Через джинсы, путаясь в полах куртки, продираясь через препятствия, с силой вклинивая руку и напрягая пальцы, чтобы почувствовать его сквозь слои ткани и выпуклый шов молнии. Я сжал его и - о, он был твердым!.. Он был восхитительно горячим и твердым!.. Мне не было нужды воскрешать это ощущение в памяти, я и так прекрасно знал, каким горячим и твердым он может быть, каким раскаленным… Как он ходит внутри, как к этому ритму подстраивается мое дыхание, мой пульс, стук крови, как отзывается на него мой собственный член, как ноет, как исторгает из себя первые капли, как… как…
- Подожди, постой, - забормотал он лихорадочно, по инерции еще продолжая тянуться губами, но уже стараясь отодвинуть мою ладонь. - Подожди…
- Нет! - другой рукой я схватил его за затылок, чтобы он не смог отвернуться. - Нет!
- Тебе нельзя…
- Можно!
- Тебе надо…
- Не надо!
- … поесть и отдыхать…
- Нет!..
- Тебе нужно лечь…
- Да! - на секунду я отпустил его рот и разжал пальцы, но только лишь для того, чтобы, задыхаясь, рвануть с его плеч куртку и в попытке дотянуться до ремня задрать свитер. - Да, Холм, мне нужно лечь!.. Сейчас же… очень нужно… с тобой… немедленно…

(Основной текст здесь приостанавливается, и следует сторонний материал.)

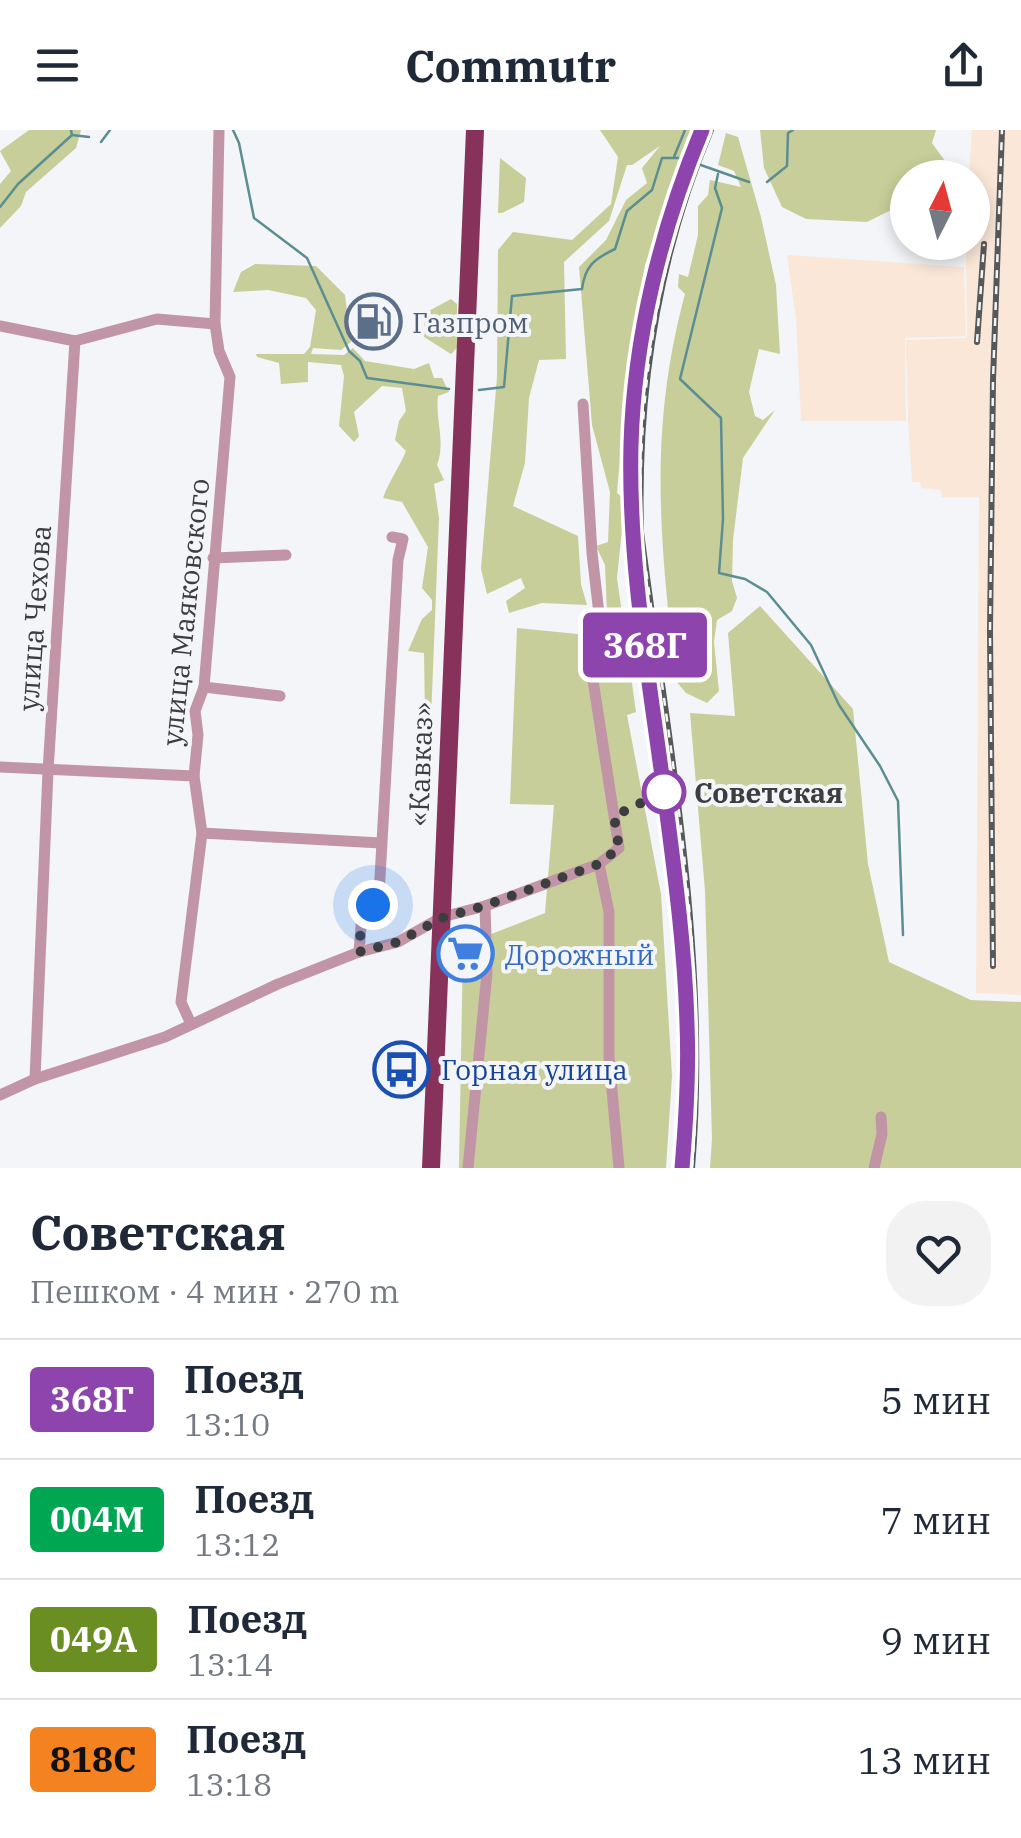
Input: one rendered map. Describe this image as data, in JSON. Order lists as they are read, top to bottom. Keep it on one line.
{"streets":{"highway":["«Кавказ»"],"street":["улица Маяковского","улица Чехова"]},"places":{"fuel station":["Газпром"],"other":["Советская"],"supermarket":["Дорожный"],"bus stop":["Горная улица"]},"north":"top","page":{"header":"Commutr","on_map":"368Г","heading":["Советская","Пешком · 4 мин · 270 m"],"list":[{"mark":"368Г","name":"Поезд","note":"13:10","value":"5 мин"},{"mark":"004М","name":"Поезд","note":"13:12","value":"7 мин"},{"mark":"049А","name":"Поезд","note":"13:14","value":"9 мин"},{"mark":"818С","name":"Поезд","note":"13:18","value":"13 мин"}]}}
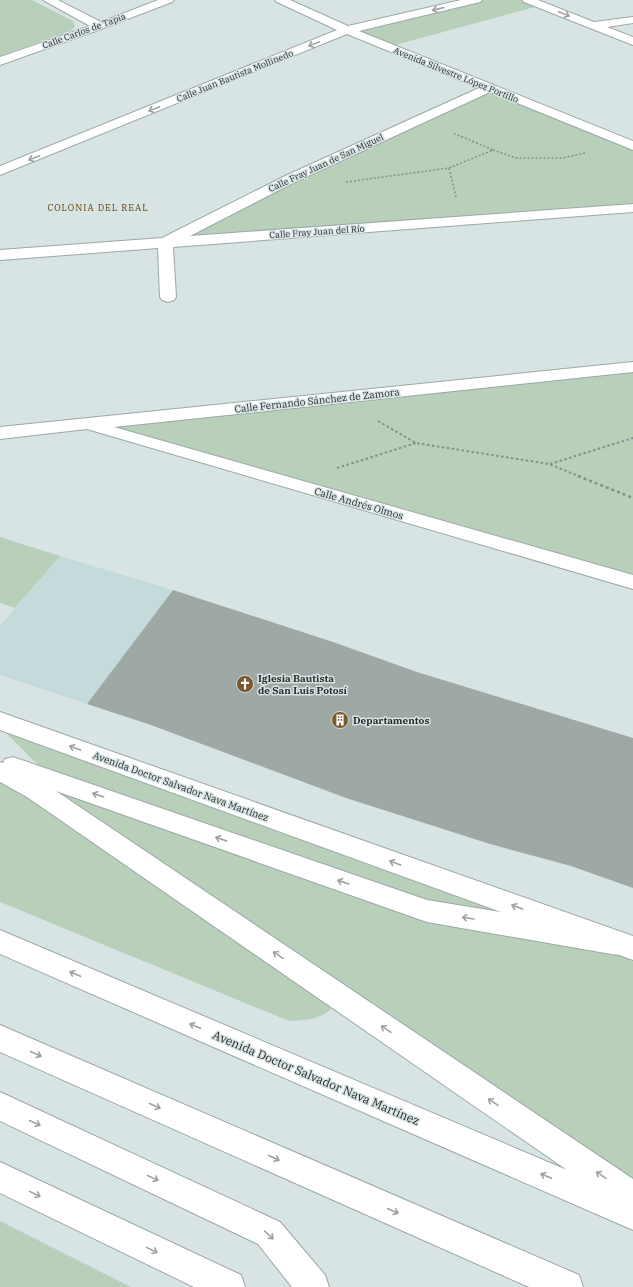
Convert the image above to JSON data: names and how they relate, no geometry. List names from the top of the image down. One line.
{"streets":{"main road":["Calle Carlos de Tapia","Avenida Silvestre López Portillo","Calle Juan Bautista Mollinedo","Calle Fray Juan de San Miguel","Calle Fray Juan del Río","Calle Fernando Sánchez de Zamora","Calle Andrés Olmos","Avenida Doctor Salvador Nava Martínez"]},"crossings":[["Avenida Silvestre López Portillo","Calle Juan Bautista Mollinedo"],["Avenida Silvestre López Portillo","Calle Fray Juan de San Miguel"],["Calle Fray Juan de San Miguel","Calle Fray Juan del Río"],["Calle Fernando Sánchez de Zamora","Calle Andrés Olmos"]],"one_way":["Calle Juan Bautista Mollinedo"],"districts":["COLONIA DEL REAL"],"places":{"church":["Iglesia Bautista de San Luis Potosí"],"building":["Departamentos"]}}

- Подожди, подожди… Послушай…
Он сопротивлялся - насколько хватало его слабеющих с каждой секундой сил - пытался отвернуть лицо, уйти от моих губ, отодвинуться, но напрасно: его собственное тело, обезумев точно так же, как и мое, предательски подавалось вперед, подставлялось моим рукам, жадно выпрашивая ласку, льнуло, прижималось, терлось, искрило, било в пространство раскаленными волнами. Наконец он сдался: рыкнул и резко толкнул меня к стене.
Я откинул голову и тут же непроизвольно вскрикнул: затылок взорвался оглушительной болью, мгновенно опоясавшей виски и лоб, в глазах заполыхало так, что пришлось зажмуриться.
- Эй, эй! - испуганно закричал он, подхватывая меня на руки, когда, теряя расновесие, я стал заваливаться вбок. - Тихо-тихо!.. Я тебя держу, не волнуйся… Ты только не волнуйся!..
Я открыл глаза и, опираясь на его предплечье, цепляясь по свитеру вверх, очень медленно выровнялся. Голова гудела, и его испуганное лицо прямо передо мной слегка двоилось, но в целом… в целом…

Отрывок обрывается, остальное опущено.